Want to cool a data center? Plant greenery on the roof

11.01.2007

The costs are often high, making incentives critical. For instance, a solar-power-based 500-kilowatt system would cost about $3.5 million based on an estimated cost of about $7 per watt to buy and install it. California's credits can cut that cost by about $1.5 million, and federal tax credits would reduce it by another $1 million or so, according to Rhone Resch, the president of the Solar Energy Industries Association, a Washington, D.C.-based industry group.

Resch estimates that the bottom-line cost of system would be about $1.3 million.

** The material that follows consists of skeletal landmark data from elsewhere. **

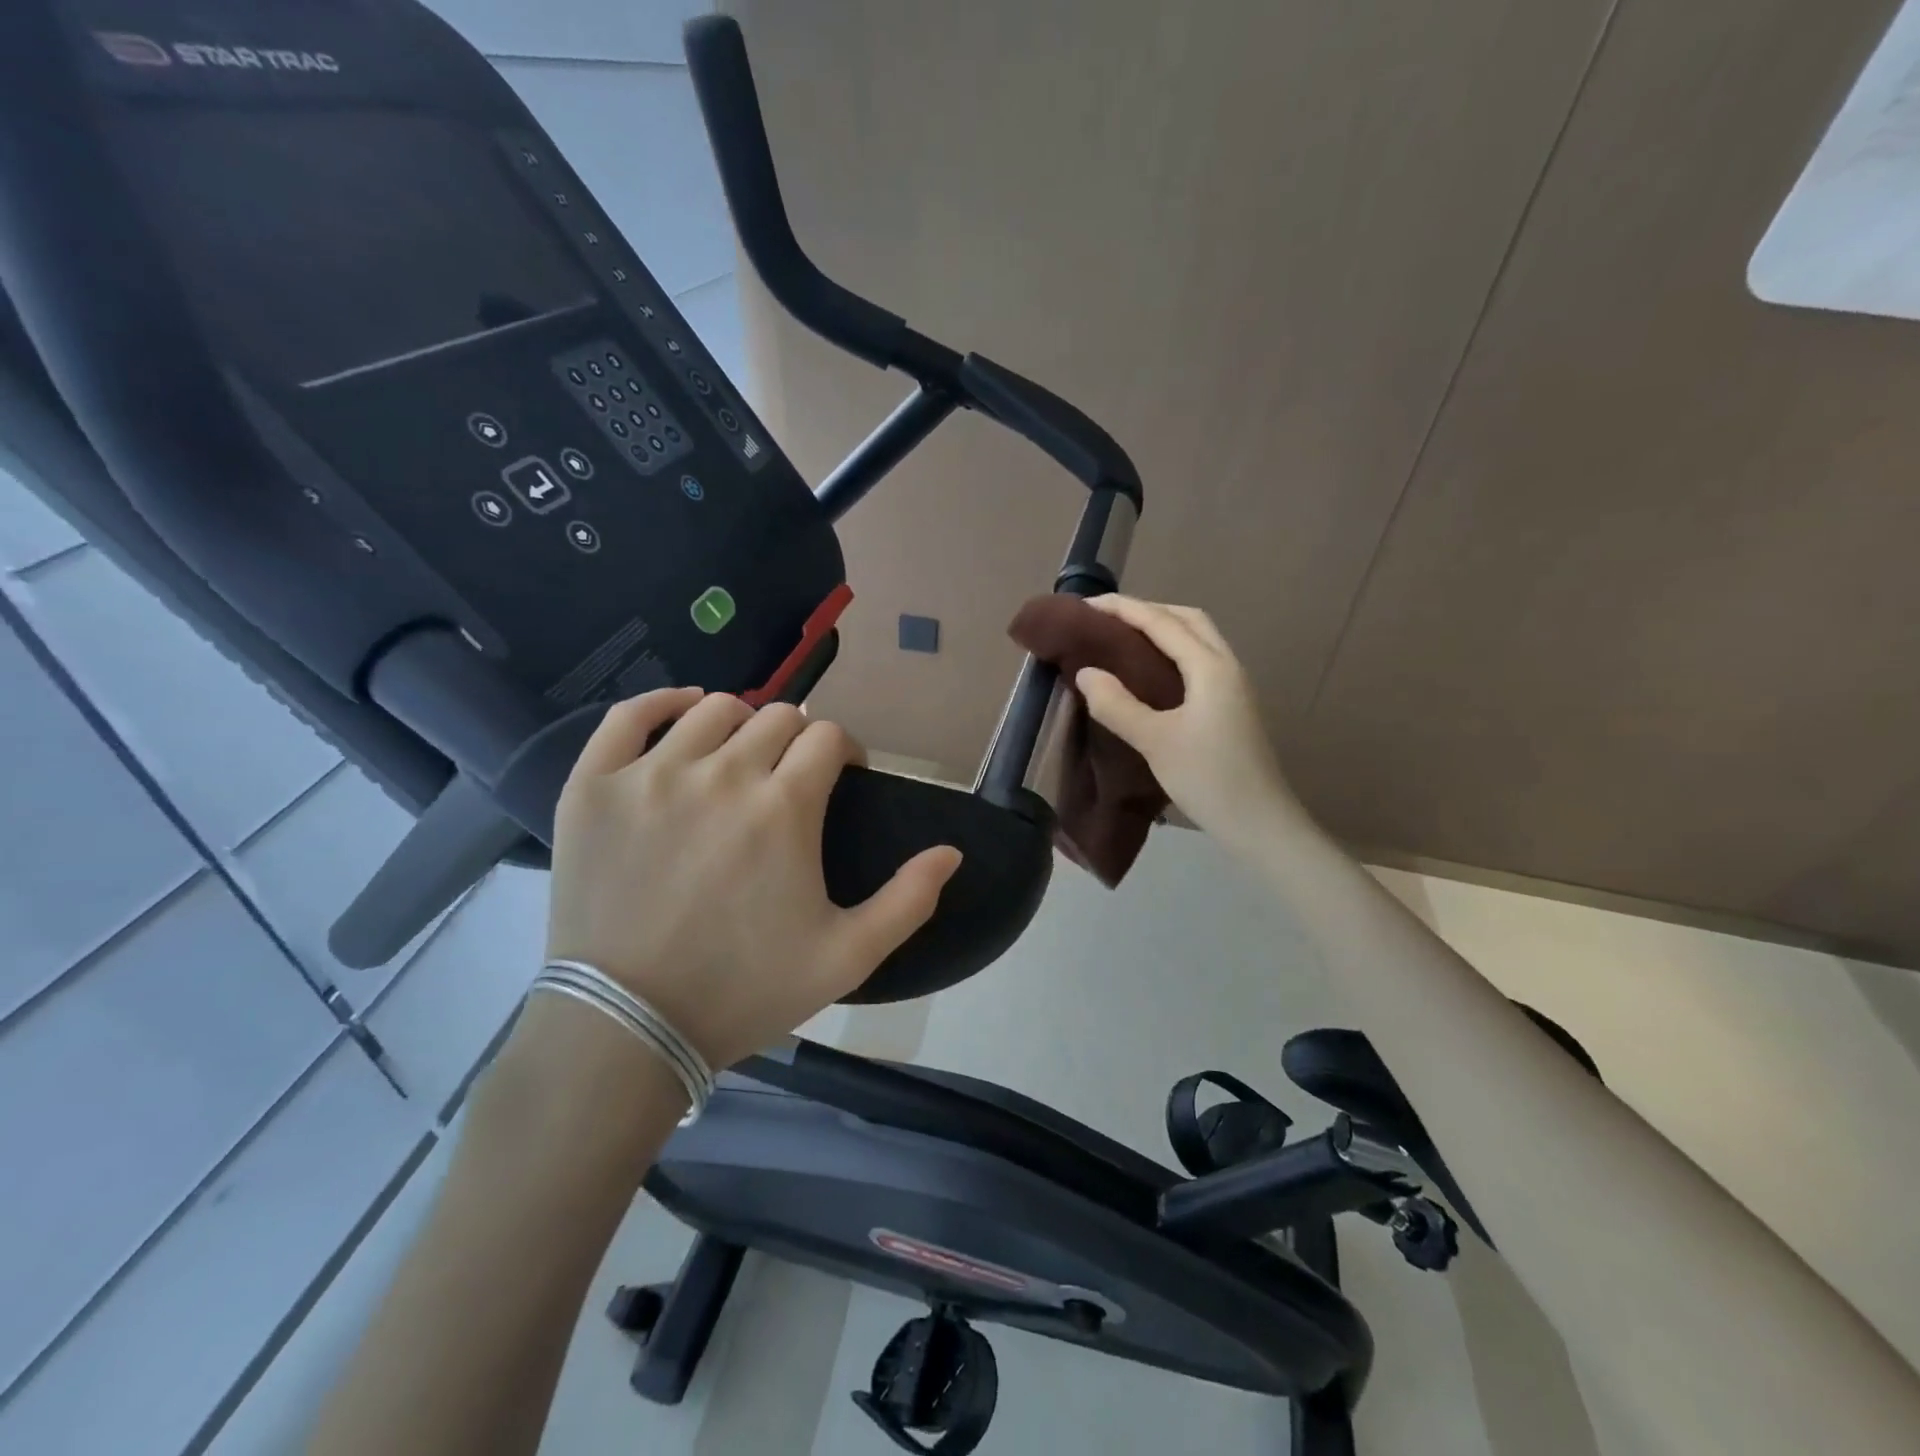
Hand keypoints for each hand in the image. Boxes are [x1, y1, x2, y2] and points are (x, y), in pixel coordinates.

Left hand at [544, 689, 961, 1069]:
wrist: (628, 1026)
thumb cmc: (744, 990)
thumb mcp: (847, 957)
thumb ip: (909, 900)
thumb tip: (951, 852)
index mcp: (784, 807)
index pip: (828, 737)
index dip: (844, 752)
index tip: (841, 778)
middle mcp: (722, 773)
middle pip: (777, 717)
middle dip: (797, 741)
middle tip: (791, 779)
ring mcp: (652, 775)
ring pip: (712, 709)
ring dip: (742, 724)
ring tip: (741, 756)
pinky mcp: (594, 786)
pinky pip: (630, 716)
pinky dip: (662, 702)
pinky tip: (683, 712)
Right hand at [1074, 595, 1302, 852]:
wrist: (1260, 823)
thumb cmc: (1209, 778)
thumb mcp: (1155, 741)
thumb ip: (1117, 705)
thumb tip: (1085, 673)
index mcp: (1209, 667)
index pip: (1161, 622)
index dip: (1123, 609)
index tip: (1085, 606)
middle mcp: (1226, 666)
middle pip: (1187, 619)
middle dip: (1146, 611)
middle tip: (1106, 621)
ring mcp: (1233, 686)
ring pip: (1197, 639)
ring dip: (1162, 629)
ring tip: (1123, 640)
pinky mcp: (1232, 706)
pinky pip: (1199, 661)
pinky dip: (1172, 652)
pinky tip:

Any return on investment depends on how much a user is paying for electricity, although Resch said a six- to eight-year payback for a large user would not be unusual. And since a business would likely finance the project, it could generate a positive cash flow from the investment immediately, he said.

Another green approach was taken by Alan Hirsh, executive vice president of Sea Gull Lighting LLC in Riverside, N.J. Last fall, he completed a 500-kilowatt system that provides 20 percent of the power needs for a 500,000-square-foot warehouse Monday through Friday. On weekends, the panels can provide all of the power needed. The solar panels take up about 60,000 square feet on his warehouse roof.

Hirsh's company is using SunEdison LLC of Baltimore, a solar services company that installs the system and continues to own it. Sea Gull, however, pays a rate for the electricity it uses that's below what it would pay if it bought from a local power provider, he said.